Ringrazio per la fiducia Maurizio Giovanni De Bonis, Orith Youdovich, Pietro D’Agostino, Giovanna Gammarota.

10 thoughts on “Fotografia e professione

  1. Bello l’articolo, disarmante, critico, serio. Non mi permetto di scrivere commenti li, perchè non ne ho i meriti. Quello che però descrivi è un mondo quasi catastrofico, per chi volesse iniziare oggi a fare fotografie per vivere.
    E’ molto interessante la parte dove parli dei risvolti della fotografia digitale, che credo stia arrivando alla saturazione al completamento, come tutti i nuovi strumenti tecnologici (basta pensare a Internet di 10 anni fa, ad esempio), con la differenza che, vuoi grazie ai telefonini, vuoi grazie ai social network, è diventata di colpo molto invasiva. Probabilmente chi si occupa di fotografia per lavoro è rimasto un po’ abbagliato, alla ricerca di consenso, come il negozio fisico che se metti “mi piace” sulla sua pagina Facebook hai uno sconto o un qualche benefit…

    • ma non è catastrofista l’articolo… più un’analisi sullo stato delle cose. e la puntualizzazione dei cardini propri della fotografia. secondo il mio punto di svista.
      auspico un ripristino delle gerarchie. perché ciò possa accadere, molto deve cambiare. in qualche angolo sta avvenendo.
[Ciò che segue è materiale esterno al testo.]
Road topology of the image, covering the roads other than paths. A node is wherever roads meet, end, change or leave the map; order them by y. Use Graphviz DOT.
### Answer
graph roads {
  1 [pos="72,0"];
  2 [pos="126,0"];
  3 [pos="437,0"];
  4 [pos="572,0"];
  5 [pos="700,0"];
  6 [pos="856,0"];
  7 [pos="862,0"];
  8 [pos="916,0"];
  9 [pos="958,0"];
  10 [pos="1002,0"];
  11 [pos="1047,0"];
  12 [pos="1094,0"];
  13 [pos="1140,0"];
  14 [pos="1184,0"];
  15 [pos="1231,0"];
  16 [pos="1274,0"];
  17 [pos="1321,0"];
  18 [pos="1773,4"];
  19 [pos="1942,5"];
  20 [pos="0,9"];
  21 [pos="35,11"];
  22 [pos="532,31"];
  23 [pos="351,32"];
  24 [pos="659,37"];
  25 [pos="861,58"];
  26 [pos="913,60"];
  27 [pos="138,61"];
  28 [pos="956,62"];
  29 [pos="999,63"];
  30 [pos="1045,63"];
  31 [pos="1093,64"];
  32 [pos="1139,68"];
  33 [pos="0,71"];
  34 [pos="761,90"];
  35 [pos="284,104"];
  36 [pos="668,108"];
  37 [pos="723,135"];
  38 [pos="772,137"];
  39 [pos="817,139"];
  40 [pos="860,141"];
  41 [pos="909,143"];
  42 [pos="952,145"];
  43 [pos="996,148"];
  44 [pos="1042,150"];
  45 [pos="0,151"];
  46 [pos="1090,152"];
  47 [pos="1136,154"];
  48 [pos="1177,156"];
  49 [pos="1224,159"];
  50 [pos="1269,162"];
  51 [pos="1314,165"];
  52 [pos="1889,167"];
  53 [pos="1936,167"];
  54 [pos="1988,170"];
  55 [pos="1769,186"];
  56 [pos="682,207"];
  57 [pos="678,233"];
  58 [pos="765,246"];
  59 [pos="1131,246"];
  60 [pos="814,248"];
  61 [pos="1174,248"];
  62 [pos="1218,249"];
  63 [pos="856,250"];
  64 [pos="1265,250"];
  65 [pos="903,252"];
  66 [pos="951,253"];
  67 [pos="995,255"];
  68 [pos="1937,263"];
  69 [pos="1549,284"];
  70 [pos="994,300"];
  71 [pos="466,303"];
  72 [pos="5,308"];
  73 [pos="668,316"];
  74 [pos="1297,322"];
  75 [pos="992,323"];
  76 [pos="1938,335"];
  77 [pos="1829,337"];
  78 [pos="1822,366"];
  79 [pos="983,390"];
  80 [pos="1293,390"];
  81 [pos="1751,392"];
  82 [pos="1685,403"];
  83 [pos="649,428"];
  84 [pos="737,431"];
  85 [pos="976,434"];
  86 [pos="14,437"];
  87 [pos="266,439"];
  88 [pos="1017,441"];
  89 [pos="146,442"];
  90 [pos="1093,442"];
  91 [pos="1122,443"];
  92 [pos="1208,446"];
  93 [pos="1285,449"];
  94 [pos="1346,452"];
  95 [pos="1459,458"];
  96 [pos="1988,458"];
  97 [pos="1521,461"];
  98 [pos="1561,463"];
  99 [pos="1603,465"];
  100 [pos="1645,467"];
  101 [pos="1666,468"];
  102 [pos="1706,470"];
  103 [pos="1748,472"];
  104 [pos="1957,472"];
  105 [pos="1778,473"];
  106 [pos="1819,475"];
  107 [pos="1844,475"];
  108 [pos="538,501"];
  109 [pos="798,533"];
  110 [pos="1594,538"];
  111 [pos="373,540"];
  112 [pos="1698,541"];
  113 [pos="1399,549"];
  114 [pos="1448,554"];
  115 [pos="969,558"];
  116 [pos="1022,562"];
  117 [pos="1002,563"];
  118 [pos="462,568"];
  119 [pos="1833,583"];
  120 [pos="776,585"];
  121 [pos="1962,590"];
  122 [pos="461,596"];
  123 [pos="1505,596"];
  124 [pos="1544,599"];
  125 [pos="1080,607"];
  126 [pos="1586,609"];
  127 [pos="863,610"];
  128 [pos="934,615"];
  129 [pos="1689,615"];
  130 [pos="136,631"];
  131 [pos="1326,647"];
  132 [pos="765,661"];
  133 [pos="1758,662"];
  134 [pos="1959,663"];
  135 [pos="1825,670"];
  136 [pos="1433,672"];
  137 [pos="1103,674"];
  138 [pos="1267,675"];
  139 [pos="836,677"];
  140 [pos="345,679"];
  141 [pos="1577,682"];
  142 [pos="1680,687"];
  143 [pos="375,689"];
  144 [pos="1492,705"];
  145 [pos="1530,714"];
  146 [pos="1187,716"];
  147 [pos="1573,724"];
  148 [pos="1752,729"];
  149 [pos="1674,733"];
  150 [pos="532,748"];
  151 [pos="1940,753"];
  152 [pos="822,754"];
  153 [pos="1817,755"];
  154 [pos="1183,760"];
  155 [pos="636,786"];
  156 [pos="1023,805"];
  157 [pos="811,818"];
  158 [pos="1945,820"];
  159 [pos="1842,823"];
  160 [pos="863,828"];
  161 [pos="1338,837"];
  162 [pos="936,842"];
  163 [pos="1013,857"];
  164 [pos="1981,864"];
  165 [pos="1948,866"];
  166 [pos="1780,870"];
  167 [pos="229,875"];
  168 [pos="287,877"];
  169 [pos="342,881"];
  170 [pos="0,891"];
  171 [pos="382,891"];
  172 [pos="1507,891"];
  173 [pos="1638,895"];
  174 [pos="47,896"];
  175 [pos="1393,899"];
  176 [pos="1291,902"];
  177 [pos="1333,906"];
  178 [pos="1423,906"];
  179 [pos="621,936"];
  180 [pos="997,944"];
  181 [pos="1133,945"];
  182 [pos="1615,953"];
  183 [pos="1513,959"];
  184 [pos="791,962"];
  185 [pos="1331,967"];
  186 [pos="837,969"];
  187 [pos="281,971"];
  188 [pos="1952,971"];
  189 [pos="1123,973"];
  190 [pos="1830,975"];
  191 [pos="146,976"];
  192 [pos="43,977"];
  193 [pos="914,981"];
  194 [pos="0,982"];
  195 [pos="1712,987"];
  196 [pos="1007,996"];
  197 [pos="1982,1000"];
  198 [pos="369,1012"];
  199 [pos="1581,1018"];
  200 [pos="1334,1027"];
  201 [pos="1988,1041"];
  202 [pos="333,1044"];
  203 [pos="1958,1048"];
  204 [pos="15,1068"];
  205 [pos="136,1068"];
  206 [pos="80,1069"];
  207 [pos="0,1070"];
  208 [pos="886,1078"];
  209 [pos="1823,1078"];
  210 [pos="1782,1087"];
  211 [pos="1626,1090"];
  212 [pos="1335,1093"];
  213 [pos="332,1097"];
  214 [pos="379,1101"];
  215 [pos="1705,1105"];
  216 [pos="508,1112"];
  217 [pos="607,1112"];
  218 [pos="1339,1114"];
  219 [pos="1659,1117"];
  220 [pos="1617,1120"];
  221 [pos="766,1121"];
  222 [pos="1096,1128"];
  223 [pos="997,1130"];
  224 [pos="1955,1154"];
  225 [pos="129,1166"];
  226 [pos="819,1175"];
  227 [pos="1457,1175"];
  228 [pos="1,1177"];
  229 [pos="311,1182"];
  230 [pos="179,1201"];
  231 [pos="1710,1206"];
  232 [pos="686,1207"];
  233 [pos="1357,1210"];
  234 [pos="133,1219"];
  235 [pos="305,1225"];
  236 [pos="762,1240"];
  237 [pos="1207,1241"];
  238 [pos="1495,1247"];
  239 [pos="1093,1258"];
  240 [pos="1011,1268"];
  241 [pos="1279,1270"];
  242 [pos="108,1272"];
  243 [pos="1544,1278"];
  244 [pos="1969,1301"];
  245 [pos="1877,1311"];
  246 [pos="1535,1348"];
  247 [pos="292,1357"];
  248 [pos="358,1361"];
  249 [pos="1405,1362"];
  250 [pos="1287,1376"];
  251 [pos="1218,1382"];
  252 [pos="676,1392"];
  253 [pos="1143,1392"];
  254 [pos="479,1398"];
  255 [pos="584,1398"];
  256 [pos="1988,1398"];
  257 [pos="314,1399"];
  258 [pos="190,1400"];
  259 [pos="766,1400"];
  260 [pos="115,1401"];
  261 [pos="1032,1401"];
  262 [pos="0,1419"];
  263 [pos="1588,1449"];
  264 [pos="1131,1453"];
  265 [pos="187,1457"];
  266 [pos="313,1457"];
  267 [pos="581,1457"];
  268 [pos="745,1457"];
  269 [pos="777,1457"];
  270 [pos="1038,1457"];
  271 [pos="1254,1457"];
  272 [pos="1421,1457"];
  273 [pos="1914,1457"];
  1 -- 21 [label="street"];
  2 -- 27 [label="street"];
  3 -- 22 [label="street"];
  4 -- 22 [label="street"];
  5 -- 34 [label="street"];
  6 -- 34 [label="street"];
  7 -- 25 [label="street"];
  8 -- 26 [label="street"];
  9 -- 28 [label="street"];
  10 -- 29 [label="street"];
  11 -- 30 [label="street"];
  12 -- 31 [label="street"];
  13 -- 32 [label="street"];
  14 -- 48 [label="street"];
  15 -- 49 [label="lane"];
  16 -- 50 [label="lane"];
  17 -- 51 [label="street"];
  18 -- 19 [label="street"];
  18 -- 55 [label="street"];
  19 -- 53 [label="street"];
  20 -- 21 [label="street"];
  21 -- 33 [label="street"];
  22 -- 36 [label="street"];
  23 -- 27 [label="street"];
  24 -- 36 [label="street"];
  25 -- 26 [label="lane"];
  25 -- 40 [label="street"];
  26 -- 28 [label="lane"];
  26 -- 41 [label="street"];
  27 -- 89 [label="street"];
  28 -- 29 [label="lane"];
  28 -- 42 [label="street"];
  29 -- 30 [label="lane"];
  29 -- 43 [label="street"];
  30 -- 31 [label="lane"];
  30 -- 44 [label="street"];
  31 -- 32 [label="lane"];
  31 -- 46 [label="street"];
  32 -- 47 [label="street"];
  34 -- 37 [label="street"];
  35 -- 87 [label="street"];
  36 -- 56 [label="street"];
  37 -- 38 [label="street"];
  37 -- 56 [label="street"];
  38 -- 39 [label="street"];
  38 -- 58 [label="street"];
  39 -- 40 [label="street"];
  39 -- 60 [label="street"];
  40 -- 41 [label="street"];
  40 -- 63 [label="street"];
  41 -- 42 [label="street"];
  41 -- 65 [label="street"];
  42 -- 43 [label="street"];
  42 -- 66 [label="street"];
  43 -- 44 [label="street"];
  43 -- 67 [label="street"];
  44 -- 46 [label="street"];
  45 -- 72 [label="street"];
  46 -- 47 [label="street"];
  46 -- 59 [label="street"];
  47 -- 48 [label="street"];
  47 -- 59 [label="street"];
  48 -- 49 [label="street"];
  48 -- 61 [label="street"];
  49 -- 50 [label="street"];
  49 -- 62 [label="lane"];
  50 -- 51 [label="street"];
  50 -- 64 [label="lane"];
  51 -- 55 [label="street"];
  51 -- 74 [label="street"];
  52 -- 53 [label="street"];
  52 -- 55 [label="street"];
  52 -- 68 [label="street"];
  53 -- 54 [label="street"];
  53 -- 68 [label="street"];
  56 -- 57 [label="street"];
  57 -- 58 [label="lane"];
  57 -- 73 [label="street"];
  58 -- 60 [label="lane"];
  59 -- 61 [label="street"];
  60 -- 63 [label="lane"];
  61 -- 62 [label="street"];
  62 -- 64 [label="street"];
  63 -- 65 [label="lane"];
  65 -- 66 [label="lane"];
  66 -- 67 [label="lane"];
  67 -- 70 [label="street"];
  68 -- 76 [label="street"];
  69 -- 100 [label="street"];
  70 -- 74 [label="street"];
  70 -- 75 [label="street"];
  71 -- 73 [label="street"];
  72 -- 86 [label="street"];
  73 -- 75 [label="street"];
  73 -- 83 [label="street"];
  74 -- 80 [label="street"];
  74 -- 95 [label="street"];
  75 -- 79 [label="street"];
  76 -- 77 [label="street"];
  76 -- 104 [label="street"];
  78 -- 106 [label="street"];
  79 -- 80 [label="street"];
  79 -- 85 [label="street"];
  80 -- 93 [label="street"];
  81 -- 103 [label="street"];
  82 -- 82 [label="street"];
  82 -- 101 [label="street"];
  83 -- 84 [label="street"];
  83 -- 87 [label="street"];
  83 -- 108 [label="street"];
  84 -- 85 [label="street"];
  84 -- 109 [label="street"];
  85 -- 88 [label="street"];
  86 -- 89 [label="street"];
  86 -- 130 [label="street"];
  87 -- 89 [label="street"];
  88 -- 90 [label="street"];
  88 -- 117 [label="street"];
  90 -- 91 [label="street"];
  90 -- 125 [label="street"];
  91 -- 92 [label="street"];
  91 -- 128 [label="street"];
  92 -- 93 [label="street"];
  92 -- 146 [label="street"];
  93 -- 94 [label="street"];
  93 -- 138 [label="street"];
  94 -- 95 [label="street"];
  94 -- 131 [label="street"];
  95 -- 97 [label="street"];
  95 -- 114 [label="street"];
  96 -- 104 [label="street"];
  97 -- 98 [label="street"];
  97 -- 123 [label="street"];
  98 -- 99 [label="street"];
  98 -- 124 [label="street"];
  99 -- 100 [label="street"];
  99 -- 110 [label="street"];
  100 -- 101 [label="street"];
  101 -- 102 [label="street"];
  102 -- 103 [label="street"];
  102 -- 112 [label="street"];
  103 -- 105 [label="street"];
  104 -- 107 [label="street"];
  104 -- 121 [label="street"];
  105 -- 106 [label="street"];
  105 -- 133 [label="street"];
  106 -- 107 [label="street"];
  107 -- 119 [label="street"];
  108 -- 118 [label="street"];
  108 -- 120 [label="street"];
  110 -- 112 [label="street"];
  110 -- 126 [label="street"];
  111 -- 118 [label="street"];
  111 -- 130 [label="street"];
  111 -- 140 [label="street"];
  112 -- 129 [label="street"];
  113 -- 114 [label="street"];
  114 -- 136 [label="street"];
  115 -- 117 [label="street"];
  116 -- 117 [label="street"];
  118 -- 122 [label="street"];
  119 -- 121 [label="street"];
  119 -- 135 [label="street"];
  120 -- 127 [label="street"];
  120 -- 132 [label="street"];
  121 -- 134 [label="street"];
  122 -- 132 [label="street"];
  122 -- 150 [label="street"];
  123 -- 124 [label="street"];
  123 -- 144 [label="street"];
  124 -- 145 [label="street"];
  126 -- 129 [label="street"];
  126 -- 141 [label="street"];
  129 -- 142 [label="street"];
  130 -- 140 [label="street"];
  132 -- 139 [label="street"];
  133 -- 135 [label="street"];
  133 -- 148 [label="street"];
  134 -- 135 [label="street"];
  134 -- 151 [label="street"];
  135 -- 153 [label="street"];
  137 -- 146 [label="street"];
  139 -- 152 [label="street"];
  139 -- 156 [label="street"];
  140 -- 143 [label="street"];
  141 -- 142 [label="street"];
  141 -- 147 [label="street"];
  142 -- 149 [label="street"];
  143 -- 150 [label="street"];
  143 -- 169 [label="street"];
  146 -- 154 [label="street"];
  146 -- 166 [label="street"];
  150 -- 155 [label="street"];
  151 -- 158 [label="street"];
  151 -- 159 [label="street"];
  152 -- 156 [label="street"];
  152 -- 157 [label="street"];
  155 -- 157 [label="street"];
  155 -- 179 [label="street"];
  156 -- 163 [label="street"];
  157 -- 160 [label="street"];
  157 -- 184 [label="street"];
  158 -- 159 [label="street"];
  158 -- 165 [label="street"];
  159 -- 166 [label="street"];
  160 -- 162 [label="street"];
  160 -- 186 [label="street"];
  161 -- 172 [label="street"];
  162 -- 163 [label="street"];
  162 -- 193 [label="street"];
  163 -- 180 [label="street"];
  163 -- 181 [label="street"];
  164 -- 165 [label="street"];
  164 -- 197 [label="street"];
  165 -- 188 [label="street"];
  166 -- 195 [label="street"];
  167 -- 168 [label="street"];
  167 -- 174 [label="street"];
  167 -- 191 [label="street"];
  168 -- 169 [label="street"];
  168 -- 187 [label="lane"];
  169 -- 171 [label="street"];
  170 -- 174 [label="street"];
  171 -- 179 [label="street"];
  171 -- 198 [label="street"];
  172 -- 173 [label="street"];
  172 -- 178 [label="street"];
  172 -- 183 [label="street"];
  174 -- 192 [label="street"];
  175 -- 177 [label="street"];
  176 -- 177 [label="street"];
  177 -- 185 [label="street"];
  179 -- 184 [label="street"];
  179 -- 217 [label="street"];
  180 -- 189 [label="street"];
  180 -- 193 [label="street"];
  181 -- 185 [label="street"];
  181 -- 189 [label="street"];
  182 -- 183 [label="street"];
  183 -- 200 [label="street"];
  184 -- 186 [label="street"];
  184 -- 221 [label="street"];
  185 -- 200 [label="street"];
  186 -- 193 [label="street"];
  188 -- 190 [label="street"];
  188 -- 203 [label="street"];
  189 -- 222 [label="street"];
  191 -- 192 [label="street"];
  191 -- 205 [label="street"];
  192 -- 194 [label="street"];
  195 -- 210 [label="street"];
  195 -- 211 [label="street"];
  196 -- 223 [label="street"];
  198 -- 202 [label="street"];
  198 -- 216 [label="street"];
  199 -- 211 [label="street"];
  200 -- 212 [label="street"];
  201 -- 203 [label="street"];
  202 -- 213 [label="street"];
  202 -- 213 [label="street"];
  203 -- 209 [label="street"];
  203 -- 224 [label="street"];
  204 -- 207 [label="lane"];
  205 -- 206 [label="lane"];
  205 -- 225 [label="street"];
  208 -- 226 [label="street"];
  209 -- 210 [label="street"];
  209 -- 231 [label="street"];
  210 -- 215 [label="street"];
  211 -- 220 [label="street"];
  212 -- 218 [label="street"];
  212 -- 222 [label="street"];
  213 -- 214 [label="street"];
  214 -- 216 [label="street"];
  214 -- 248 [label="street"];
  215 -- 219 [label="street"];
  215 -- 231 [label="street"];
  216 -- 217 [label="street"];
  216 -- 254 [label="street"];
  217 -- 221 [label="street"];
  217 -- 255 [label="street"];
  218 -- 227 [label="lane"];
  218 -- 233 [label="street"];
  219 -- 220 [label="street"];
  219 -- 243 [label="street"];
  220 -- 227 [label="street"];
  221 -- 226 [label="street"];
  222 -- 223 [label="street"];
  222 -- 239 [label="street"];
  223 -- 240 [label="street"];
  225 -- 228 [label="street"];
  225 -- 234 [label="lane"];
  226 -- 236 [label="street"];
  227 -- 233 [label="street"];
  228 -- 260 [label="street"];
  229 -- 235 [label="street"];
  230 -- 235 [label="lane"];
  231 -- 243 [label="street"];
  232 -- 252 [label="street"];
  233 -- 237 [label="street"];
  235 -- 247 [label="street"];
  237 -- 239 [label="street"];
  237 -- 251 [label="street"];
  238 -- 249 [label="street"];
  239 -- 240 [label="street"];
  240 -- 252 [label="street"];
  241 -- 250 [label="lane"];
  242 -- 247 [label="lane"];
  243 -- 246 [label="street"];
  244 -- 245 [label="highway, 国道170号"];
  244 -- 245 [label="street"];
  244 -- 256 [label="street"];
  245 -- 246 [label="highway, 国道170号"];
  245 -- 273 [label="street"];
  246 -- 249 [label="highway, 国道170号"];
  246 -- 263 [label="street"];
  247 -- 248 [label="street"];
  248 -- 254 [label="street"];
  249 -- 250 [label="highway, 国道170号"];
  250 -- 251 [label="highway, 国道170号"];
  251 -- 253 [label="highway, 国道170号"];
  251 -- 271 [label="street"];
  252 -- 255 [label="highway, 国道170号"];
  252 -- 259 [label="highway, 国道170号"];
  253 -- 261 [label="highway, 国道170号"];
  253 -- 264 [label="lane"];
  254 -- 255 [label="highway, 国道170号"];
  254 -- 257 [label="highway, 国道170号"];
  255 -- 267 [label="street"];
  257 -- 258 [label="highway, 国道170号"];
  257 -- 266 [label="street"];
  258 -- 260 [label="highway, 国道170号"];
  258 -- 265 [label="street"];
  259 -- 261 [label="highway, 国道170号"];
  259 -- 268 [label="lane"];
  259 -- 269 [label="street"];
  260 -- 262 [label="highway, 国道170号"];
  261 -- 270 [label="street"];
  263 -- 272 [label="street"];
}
      al tuo posto però un’infilata di commento la farei su punto di svista…

      • i giornali pubblicano autoscatti di vip trovati in rete, dove le celebrità, che prima custodivano ed elargivano solo a caro prezzo la propria immagine oggi si svendono per qualche like, i telegiornali importano gratuitamente da youtube videofilmati amatoriali postati da uno sconosciuto che ha ripreso in diretta per caso col cellulare un attentato o un terremoto (dove qualunque inviato speciale sarebbe arrivato in ritardo), i blogger precedono in tempo reale la diffusione di notizie ed immagini che vanificano la carta stampata……… con questo crescente imperversare del fai da te, altro che crisi, è l’apocalisse!
        Ovviamente, ogni foto pubblicata gratis è un mancato guadagno per il fotografo professionista che come se non bastasse deve reggere anche la concorrenza di agenzie fotografiche online (come Corbis di Bill Gates o Getty Images).
        Come sempre, la sopravvivenza (della fotografia) è affidata alla capacità (del fotografo) di fare della crisi un valore.
        Flusser suggerisce di giocare contro, raggirare la macchina, costringerla a deviare dai suoi protocolli, cercare l’immagine imperfetta, cioè non programmata e perciò libera. E mai come oggi il clima è stato più favorevole, i vari campi del sapere e della creatività umana si contaminano, la curiosità viene stimolata da realtà alternative, da un atteggiamento mentale sempre più elastico.
        Se capisco bene lungo quale filone di ricerca ti stai muovendo, credo che tu potresti essere d’accordo.
        E concordare su ciò che scrive Ugo Mulas (“La Fotografia”, 2007):
        “Così a un certo punto, ho cominciato delle operazioni sganciate dagli altri, sganciate dalla mia volontà di essere testimoni e di raccogliere l’esperienza altrui, per vedere che cos’è questo sentirsi soli di fronte al fare, che cos’è non cercare più dei puntelli, non cercare più negli altri la verità, ma trovarla soltanto in se stessi, e capire che cos’è questo mestiere, analizzarne le singole operazioni, smontarlo come si fa con una macchina, per conoscerla.”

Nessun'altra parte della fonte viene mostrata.